D'autres que moi, ici, ont beaucoup insisté sur la façon de filmer de Mendes, sur le fait que le film ne soit qu'un faux plan-séquence. Ma première réaction a été de penser "mais je m'en contrefiche, je n'y connais rien en technique cinématographique". Et puis... Et puis, je me suis rendue compte que cette façon de filmer fait de 1917 le film le plus subjectif qui soit. 1917 ne montre pas la Grande Guerre en tant que telle, avec ses horreurs politiques et militaires, ses millions de morts, ses gueules cassées. 1917 ne montre pas Will Scoffield dans la grande guerre. 1917 nous montre la Grande Guerre au travers des yeux de Will Scoffield, simple estafette choisie par son camarade (qui, lui, n'a pas été choisi au hasard par l'état-major) pour l'accompagner dans une mission à laquelle il ne croit même pas, mais qu'il accomplira quand même. En traînant des pieds, au début. Parce qu'il en a reçu l'ordre. Parce qu'il est un soldat. Parce que c'est la guerre. Parce qu'on n'abandonne pas ses camarades. Parce que, qui sait, ces hommes qu'il contribuera à sauver, pour un jour, pour trois jours, seront peut-être sauvés pour de bon ? Parce que c'est ainsi que le grand-père Mendes l'a perçue, cette guerre, et ainsi qu'il l'a racontée à son petit-fils ?

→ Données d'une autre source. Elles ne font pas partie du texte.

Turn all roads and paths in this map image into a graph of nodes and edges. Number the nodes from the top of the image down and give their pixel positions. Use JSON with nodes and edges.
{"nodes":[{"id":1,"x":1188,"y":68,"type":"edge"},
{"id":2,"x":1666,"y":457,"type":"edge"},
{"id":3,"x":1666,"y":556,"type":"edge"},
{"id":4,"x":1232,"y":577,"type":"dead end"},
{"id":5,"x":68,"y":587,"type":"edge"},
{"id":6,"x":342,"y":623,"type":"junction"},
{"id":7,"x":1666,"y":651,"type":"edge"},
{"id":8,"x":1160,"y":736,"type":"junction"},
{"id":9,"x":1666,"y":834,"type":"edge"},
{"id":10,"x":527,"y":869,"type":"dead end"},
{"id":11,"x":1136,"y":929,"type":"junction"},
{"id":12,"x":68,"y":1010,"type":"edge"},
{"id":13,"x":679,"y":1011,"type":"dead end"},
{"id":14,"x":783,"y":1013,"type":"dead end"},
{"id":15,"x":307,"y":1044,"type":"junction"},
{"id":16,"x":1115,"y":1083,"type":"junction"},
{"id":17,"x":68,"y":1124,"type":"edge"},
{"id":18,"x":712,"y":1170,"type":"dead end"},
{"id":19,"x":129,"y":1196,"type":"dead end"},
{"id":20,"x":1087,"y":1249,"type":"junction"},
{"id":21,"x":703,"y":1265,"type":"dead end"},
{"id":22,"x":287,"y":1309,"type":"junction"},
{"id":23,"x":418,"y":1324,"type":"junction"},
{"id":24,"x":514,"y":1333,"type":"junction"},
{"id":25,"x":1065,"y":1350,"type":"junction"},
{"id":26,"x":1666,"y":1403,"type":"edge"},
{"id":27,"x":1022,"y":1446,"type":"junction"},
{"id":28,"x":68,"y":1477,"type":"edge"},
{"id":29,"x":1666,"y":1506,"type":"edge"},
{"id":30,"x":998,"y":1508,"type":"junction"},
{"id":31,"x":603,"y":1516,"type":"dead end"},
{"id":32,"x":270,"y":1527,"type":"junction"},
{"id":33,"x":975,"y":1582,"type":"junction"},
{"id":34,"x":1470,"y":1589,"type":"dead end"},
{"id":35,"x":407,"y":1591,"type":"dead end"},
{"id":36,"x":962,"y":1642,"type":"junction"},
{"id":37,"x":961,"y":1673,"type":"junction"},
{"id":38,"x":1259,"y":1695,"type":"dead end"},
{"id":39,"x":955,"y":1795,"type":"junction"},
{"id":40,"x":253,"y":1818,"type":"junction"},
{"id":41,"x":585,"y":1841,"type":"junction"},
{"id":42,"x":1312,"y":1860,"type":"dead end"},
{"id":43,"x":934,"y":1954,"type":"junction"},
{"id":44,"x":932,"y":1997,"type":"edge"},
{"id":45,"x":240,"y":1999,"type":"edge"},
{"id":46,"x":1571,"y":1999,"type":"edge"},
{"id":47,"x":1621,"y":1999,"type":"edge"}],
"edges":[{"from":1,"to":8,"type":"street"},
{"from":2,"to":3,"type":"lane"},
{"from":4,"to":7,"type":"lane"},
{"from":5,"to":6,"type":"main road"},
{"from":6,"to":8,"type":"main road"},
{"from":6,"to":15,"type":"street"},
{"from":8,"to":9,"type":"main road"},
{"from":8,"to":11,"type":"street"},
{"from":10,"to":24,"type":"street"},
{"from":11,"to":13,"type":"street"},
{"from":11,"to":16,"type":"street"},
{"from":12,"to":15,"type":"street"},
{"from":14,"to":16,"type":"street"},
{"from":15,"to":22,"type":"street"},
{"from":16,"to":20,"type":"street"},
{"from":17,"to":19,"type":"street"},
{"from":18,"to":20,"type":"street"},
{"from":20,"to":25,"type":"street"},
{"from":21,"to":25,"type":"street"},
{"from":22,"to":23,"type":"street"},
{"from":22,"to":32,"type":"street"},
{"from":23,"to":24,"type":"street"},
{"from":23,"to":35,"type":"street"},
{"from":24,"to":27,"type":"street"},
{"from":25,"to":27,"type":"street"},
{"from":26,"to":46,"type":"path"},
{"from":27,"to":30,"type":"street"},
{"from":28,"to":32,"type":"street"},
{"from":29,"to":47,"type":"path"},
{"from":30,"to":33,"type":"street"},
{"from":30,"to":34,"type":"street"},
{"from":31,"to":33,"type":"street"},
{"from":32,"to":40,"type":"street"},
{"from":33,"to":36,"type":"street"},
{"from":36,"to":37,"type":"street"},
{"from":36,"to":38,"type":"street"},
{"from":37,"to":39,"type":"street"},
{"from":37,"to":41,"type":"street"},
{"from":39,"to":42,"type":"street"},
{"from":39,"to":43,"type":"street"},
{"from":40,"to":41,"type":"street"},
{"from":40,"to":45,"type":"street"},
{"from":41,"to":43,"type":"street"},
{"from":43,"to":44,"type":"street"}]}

Scoffield n'est pas un chevalier sans peur et sans reproche. C'est un jeune homme, un gamin à mes yeux, qui a déjà vécu plusieurs années d'horreur. Un garçon qui ne croit plus en grand chose. Un anonyme, parmi des millions d'anonymes, perdu, seul, après la mort de son compagnon, dans un pays qu'il ne connaît pas, dont il ne comprend pas la langue, où l'ennemi (car c'est la guerre, et en temps de guerre, un ennemi est un ennemi, qui vous tuera si vous ne le tuez pas d'abord, comme s'en rendra compte, trop tard, le malheureux et encore idéaliste Blake) peut se cacher n'importe où. Un jeune homme pour qui (et c'est ainsi que je l'ai ressenti), un village en flammes a des allures d'enfer de Dante, et une simple rivière se transforme en torrent sauvage.
Scoffield accomplira sa mission, empêchera un régiment d'être massacré par l'ennemi, et retrouvera le frère de son ami mort.
Auquel il remettra les anneaux que celui-ci portait.